→ Input data
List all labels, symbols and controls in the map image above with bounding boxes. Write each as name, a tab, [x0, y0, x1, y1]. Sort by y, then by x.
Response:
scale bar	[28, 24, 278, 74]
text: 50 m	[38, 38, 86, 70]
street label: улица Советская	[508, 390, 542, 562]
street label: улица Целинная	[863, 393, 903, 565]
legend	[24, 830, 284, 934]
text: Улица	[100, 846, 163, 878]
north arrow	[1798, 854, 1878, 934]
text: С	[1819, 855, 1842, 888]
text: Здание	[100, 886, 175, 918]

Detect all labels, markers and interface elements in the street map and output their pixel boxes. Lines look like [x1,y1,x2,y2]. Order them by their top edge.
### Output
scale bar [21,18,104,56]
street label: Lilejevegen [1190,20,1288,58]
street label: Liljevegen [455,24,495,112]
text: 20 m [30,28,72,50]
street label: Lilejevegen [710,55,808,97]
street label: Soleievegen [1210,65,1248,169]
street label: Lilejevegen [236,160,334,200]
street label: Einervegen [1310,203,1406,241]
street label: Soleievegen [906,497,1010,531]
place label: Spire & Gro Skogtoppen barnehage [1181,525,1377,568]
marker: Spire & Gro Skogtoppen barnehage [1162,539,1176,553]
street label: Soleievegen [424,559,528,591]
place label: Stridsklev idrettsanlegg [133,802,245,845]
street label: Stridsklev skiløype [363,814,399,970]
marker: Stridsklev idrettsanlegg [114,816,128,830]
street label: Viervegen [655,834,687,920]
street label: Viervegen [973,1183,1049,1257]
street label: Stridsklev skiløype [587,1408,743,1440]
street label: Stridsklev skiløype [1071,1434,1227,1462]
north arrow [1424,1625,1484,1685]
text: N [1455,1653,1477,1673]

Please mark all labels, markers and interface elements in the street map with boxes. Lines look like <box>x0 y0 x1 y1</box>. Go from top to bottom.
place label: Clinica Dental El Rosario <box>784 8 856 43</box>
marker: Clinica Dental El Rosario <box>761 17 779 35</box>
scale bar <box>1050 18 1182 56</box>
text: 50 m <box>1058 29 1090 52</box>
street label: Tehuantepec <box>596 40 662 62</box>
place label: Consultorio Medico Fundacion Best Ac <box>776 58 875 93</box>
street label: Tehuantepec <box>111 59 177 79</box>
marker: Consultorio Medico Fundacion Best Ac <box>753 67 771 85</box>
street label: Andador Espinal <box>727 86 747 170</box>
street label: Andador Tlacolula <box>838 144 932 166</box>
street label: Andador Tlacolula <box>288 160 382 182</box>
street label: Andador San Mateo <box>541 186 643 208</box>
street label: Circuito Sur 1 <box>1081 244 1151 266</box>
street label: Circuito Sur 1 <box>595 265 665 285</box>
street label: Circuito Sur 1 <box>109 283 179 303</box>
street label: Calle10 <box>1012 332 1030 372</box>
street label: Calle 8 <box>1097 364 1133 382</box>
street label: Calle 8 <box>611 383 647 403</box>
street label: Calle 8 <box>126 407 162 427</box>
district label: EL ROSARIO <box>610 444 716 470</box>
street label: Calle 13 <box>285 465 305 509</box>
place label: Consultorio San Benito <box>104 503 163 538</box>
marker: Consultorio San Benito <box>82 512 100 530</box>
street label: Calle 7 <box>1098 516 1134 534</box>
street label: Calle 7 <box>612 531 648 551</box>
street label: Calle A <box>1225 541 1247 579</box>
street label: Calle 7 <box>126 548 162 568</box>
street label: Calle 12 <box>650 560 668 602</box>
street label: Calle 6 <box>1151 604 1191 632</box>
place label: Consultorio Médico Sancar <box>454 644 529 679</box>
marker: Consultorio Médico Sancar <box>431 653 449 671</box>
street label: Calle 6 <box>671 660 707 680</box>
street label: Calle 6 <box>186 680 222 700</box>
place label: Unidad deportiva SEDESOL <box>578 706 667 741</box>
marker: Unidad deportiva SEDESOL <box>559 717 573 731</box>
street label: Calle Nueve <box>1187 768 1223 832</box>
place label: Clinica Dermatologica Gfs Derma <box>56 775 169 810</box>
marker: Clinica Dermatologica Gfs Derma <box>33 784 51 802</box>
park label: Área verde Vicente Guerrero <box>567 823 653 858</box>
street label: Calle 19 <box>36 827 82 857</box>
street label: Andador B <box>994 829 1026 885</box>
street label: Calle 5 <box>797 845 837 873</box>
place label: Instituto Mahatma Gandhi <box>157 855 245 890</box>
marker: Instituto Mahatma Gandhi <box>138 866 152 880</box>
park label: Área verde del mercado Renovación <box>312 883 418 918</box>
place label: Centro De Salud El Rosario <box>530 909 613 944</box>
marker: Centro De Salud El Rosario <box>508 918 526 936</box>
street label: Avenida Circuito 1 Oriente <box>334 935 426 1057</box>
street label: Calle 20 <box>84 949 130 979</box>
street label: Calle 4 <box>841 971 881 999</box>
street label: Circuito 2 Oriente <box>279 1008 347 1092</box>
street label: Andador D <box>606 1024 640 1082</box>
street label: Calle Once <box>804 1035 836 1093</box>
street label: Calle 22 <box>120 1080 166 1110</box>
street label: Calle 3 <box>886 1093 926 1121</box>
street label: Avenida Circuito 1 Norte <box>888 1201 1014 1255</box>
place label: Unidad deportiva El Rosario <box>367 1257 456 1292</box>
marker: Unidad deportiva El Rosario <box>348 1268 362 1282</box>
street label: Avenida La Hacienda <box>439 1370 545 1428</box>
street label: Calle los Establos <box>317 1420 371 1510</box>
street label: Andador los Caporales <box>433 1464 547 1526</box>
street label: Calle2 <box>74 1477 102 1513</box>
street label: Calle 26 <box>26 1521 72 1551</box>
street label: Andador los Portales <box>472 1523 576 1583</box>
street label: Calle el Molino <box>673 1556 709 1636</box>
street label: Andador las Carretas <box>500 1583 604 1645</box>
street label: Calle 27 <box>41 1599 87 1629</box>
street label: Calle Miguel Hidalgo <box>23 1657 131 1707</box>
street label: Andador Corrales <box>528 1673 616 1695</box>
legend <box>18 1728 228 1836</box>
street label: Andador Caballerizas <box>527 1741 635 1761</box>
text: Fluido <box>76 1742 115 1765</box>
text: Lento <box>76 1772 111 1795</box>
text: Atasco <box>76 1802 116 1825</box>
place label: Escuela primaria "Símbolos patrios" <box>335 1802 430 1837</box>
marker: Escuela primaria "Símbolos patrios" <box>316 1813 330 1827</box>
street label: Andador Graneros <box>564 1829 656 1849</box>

→ Work order
The material is to be transcribed once more, exactly and completely.

→ Solved exercise
List all labels, symbols and controls in the map image above with bounding boxes. Write each as name, a tab, [x0, y0, x1, y1]. Sort by y, then by x.
Response:
scale bar	[28, 24, 278, 74]
text: 50 m	[38, 38, 86, 70]
street label: улица Советская	[508, 390, 542, 562]
street label: улица Целинная	[863, 393, 903, 565]
legend	[24, 830, 284, 934]
text: Улица	[100, 846, 163, 878]
north arrow	[1798, 854, 1878, 934]
text: С	[1819, 855, 1842, 888]
text: Здание	[100, 886, 175, 918]

Detect all labels, markers and interface elements in the street map and output their pixel boxes. Lines look like [x1,y1,x2,y2]. Order them by their top edge.
### Output
scale bar [21,18,104,56]
street label: Lilejevegen [1190,20,1288,58]
street label: Liljevegen [455,24,495,112]
text: 20 m [30,28,72,50]
street label: Lilejevegen [710,55,808,97]
street label: Soleievegen [1210,65,1248,169]
street label: Lilejevegen [236,160,334,200]
street label: Einervegen [1310,203,1406,241]
street label: Soleievegen [906,497,1010,531]
place label: Spire & Gro Skogtoppen barnehage [1181,525,1377,568]
marker: Spire & Gro Skogtoppen barnehage [1162,539,1176,553]
street label: Soleievegen [424,559,528,591]
place label: Stridsklev idrettsanlegg [133,802,245,845]
street label: Stridsklev skiløype [363,814,399,970]
marker: Stridsklev idrettsanlegg [114,816,128,830]
street label: Viervegen [655,834,687,920]
street label: Viervegen [973,1183,1049,1257]
street label: Stridsklev skiløype [587,1408,743,1440]
street label: Stridsklev skiløype [1071,1434,1227,1462]
north arrow [1424,1625,1484,1685]
text: N [1455,1653,1477,1673]

Please mark all labels, markers and interface elements in the street map with boxes. Lines look like <box>x0 y0 x1 y1</box>. Go from top to bottom.
place label: Clinica Dental El Rosario <box>784 8 856 43</box>
marker: Clinica Dental El Rosario <box>761 17 779 35</box>
scale bar <box>1050 18 1182 56</box>
text: 50 m <box>1058 29 1090 52</box>
street label: Tehuantepec <box>596 40 662 62</box>
place label: Consultorio Medico Fundacion Best Ac <box>776 58 875 93</box>
street label: Tehuantepec <box>111 59 177 79</box>
marker: Consultorio Medico Fundacion Best Ac <box>753 67 771 85</box>
street label: Andador Espinal <box>727 86 747 170</box>
street label: Andador Tlacolula <box>838 144 932 166</box>
street label: Andador Tlacolula <box>288 160 382 182</box>
street label: Andador San Mateo <box>541 186 643 208</box>
street label: Circuito Sur 1 <box>1081 244 1151 266</box>
street label: Circuito Sur 1 <box>595 265 665 285</box>
street label: Circuito Sur 1 <box>109 283 179 303</box>
street label: Calle10 <box>1012 332 1030 372</box>
street label: Calle 8 <box>1097 364 1133 382</box>
street label: Calle 8 <box>611 383 647 403</box>
street label: Calle 8 <box>126 407 162 427</box>
district label: EL ROSARIO <box>610 444 716 470</box>
street label: Calle 13 <box>285 465 305 509</box>
place label: Consultorio San Benito <box>104 503 163 538</box>
marker: Consultorio San Benito <box>82 512 100 530</box>
street label: Calle 7 <box>1098 516 1134 534</box>
street label: Calle 7 <box>612 531 648 551</box>
street label: Calle A <box>1225 541 1247 579</box>
street label: Calle 7 <box>126 548 162 568</box>
street label: Calle 12 <box>650 560 668 602</box>
street label: Calle 6 <box>1151 604 1191 632</box>
place label: Consultorio Médico Sancar <box>454 644 529 679</box>
marker: Consultorio Médico Sancar <box>431 653 449 671</box>
street label: Calle 6 <box>671 660 707 680</box>
street label: Calle 6 <box>186 680 222 700</box>
place label: Unidad deportiva SEDESOL <box>578 706 667 741</box>
marker: Unidad deportiva SEDESOL <box>559 717 573 731</box>
street label: Calle Nueve <box>1187 768 1223 832</box>
place label: Clinica Dermatologica Gfs Derma <box>56 775 169 810</box>
marker: Clinica Dermatologica Gfs Derma <box>33 784 51 802</box>
park label: Área verde Vicente Guerrero <box>567 823 653 858</box>
street label: Calle 19 <box>36 827 82 857</box>
street label: Andador B <box>994 829 1026 885</box>
street label: Calle 5 <box>797 845 837 873</box>
place label: Instituto Mahatma Gandhi <box>157 855 245 890</box>
marker: Instituto Mahatma Gandhi <box>138 866 152 880</box>
park label: Área verde del mercado Renovación <box>312 883 418 918</box>
place label: Centro De Salud El Rosario <box>530 909 613 944</box>
marker: Centro De Salud El Rosario <box>508 918 526 936</box>
street label: Avenida Circuito 1 Oriente <box>334 935 426 1057</box>
street label: Calle 20 <box>84 949 130 979</box>
street label: Calle 4 <box>841 971 881 999</box>
street label: Circuito 2 Oriente <box>279 1008 347 1092</box>
street label: Andador D <box>606 1024 640 1082</box>
street label: Calle Once <box>804 1035 836 1093</box>
street label: Calle 22 <box>120 1080 166 1110</box>
street label: Calle 3 <box>886 1093 926 1121</box>
street label: Avenida Circuito 1 Norte <box>888 1201 1014 1255</box>
place label: Unidad deportiva El Rosario <box>367 1257 456 1292</box>
marker: Unidad deportiva El Rosario <box>348 1268 362 1282</box>
street label: Avenida La Hacienda <box>439 1370 545 1428</box>
street label: Calle los Establos <box>317 1420 371 1510</box>
street label: Andador los Caporales <box>433 1464 547 1526</box>
street label: Calle2 <box>74 1477 102 1513</box>
street label: Calle 26 <box>26 1521 72 1551</box>
street label: Andador los Portales <box>472 1523 576 1583</box>
street label: Calle el Molino <box>673 1556 709 1636</box>
street label: Andador las Carretas <box>500 1583 604 1645</box>
street label: Calle 27 <box>41 1599 87 1629</box>
street label: Calle Miguel Hidalgo <box>23 1657 131 1707</box>
street label: Andador Corrales <box>528 1673 616 1695</box>
legend <box>18 1728 228 1836</box>
street label: Andador Caballerizas <box>527 1741 635 1761</box>
text: Fluido <box>76 1742 115 1765</box>
text: Lento <box>76 1772 111 1795</box>
text: Atasco <box>76 1802 116 1825</box>
place label: Escuela primaria "Símbolos patrios" <box>335 1802 430 1837</box>
marker: Escuela primaria "Símbolos patrios" <box>316 1813 330 1827</box>
street label: Andador Graneros <box>564 1829 656 1849</box>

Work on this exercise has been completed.